1960年代、中ソ紛争のあおりで北朝鮮と中国の関係が悪化した際、北朝鮮の革命歌劇「花売る乙女」が中国国内で公演されたことがある。
この歌劇のヒロインが中国国内で評判となり、これが中朝関係改善の一躍を担ったと評価されている。
金第1書記の露払いとされた今回の公演がドタキャンになったことで、訪中の可能性は一気に低下したことになる。
金正恩政権が発足して丸4年。本格的な外交デビューはまだまだ先になりそうだ。』
北朝鮮の金正恩第1書記肝いりの楽団「モランボン楽団」が初の海外公演となる北京公演をドタキャンした。
ドタキャンにしても有り得ない当日ドタキャンだ。
ホテルから公演予定の劇場ではなく、空港に行って即帰国という漫画やドラマのようなドタキャン劇だった。
今回の「モランボン楽団」ドタキャンは、単なる北朝鮮の劇団の海外公演が中止になったというのではない。
この「モランボン楽団」は北朝鮮の独裁者、金正恩第1書記肝いりの楽団だ。しかもその海外公演を鑑賞する人物も中国政府関係者など選りすぐった人物のみだった。
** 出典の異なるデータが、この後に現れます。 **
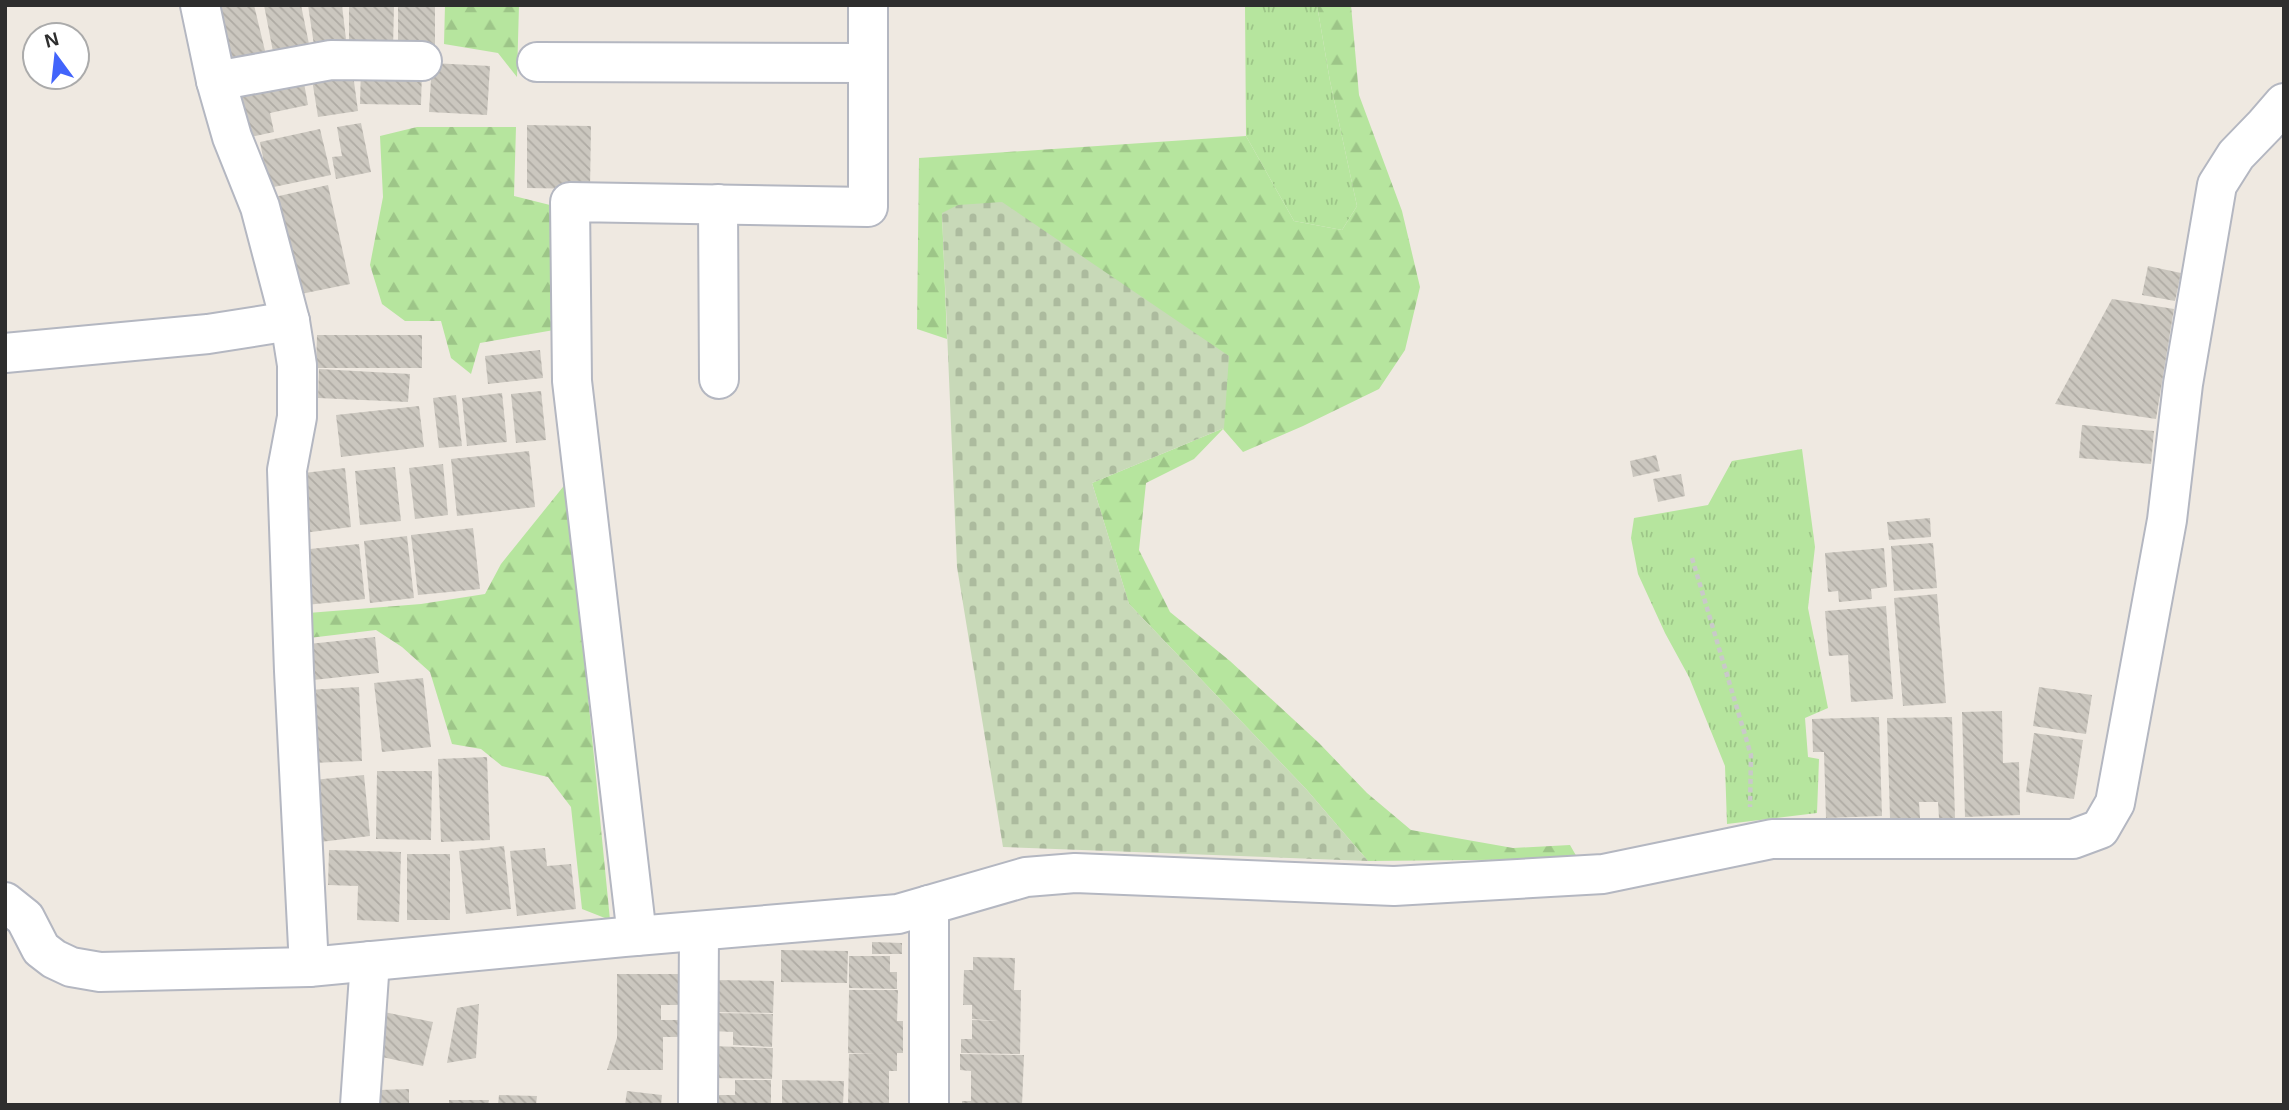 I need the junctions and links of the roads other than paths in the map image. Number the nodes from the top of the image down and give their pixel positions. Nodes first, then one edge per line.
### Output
1 (200, 5) edge
2 (868, 5) edge
3 (422, 61) dead end
4 (537, 62) dead end
5 (869, 63) junction
6 (216, 81) junction
7 (2284, 103) edge
8 (718, 204) junction
9 (290, 321) junction
10 (5, 353) edge
11 (719, 379) dead end
12 (5, 902) edge
13 (929, 905) junction
14 (699, 931) junction
15 (637, 936) junction
16 (370, 961) junction
17 (309, 967) junction
18 (360, 1105) edge
19 (698, 1105) edge
20 (929, 1105) edge

1 - 6 street
2 - 5 street
3 - 6 street
4 - 5 street
5 - 8 street
6 - 9 street
7 - 13 street
8 - 11 street
8 - 15 street
9 - 10 street
9 - 17 street
12 - 17 street
13 - 14 street
13 - 20 street
14 - 15 street
14 - 19 street
15 - 16 street
16 - 17 street
16 - 18 street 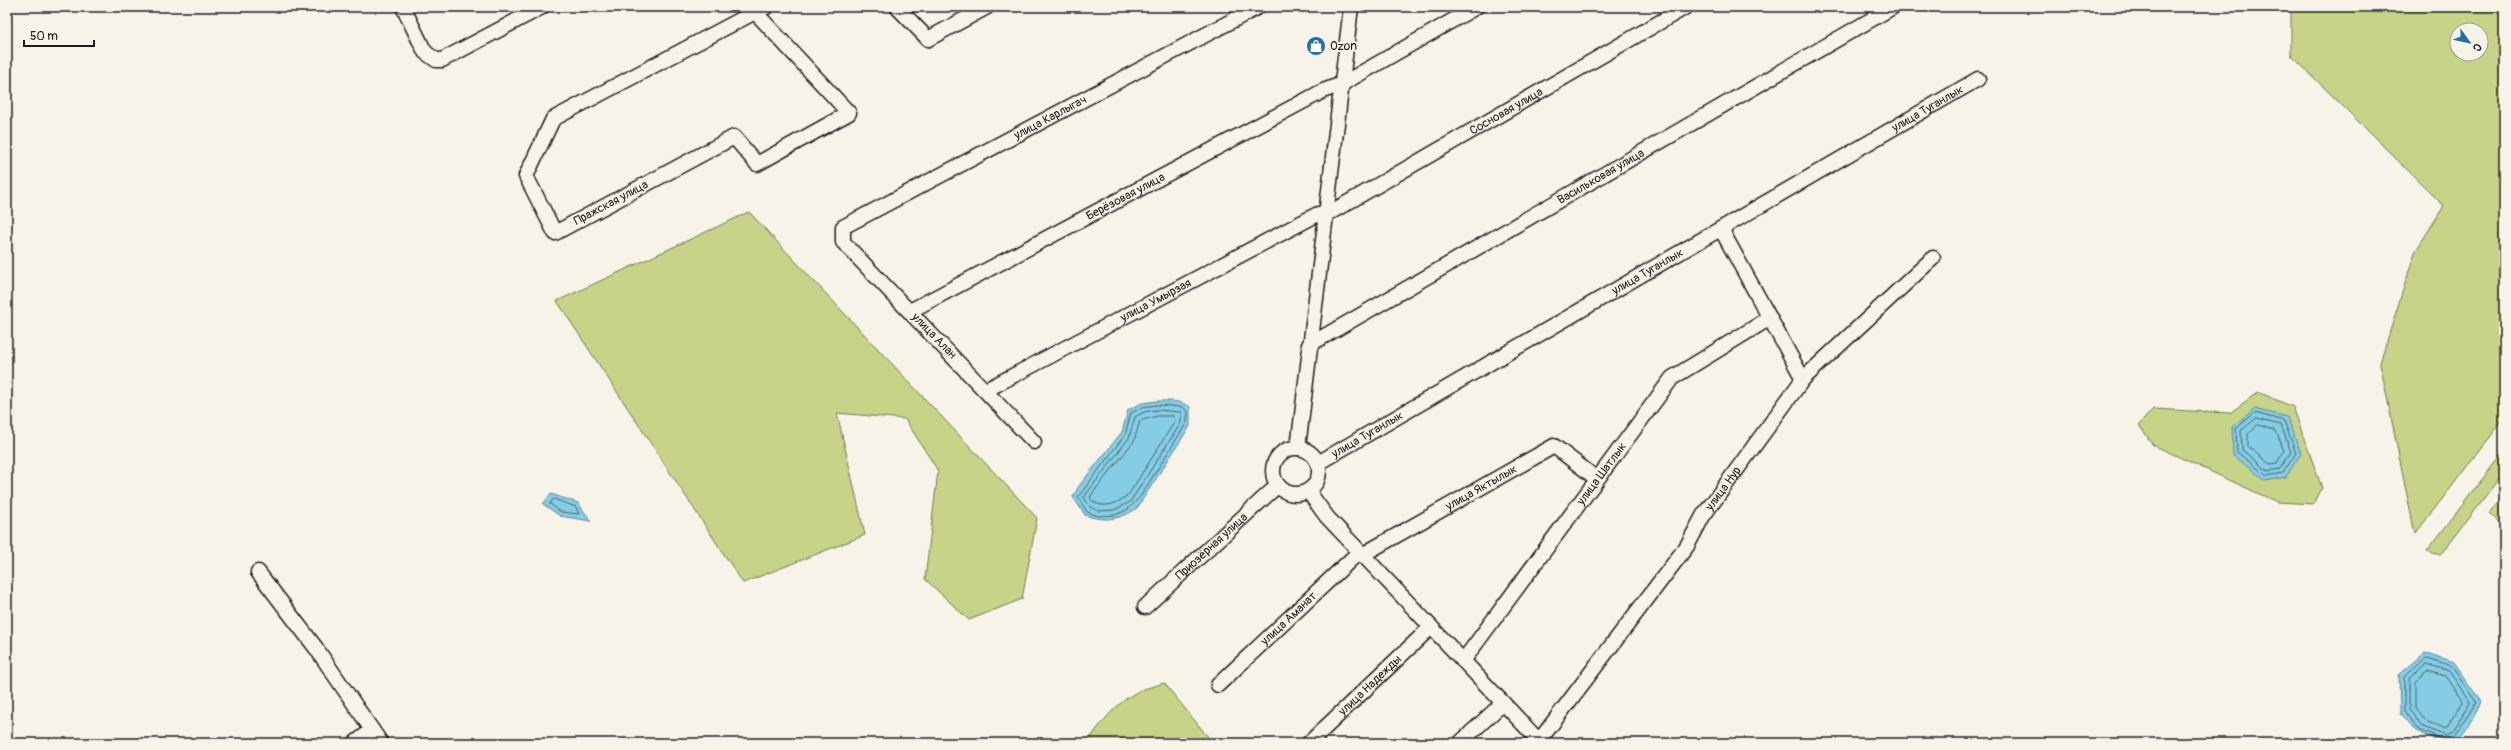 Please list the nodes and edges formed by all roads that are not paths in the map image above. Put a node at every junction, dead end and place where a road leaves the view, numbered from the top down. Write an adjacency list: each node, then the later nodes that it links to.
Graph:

一般の中国人や外国人がいくら大金を払っても鑑賞できない、政治的公演であった。
今回の「モランボン楽団」公演は、来年には金正恩第1書記が中国訪問を予定していた為、政治的土壌均しという意味合いが強かっただろう。
同じ共産主義国であった中国と北朝鮮は昔は同志のような関係で兄弟とも言われていた。弟である北朝鮮がやんちゃな行動を起こしても、兄である中国がたしなめたりして西側諸国に対してもバランスを取っていた。
ところがかつてと違い、現在は世界情勢が大きく変化した。
最近では中国が資本主義要素を取り入れて経済発展を遂げてから、北朝鮮が敵と看做している韓国と急接近。
資本主義vs共産主義という対立は、中国の経済発展から大きく様変わりをしてきた。
中国だけでなく、韓国の方もかつて朝鮮半島情勢を巡って同調していた日本やアメリカの国々よりも中国重視を打ち出している。経済的にも中国依存が高まった。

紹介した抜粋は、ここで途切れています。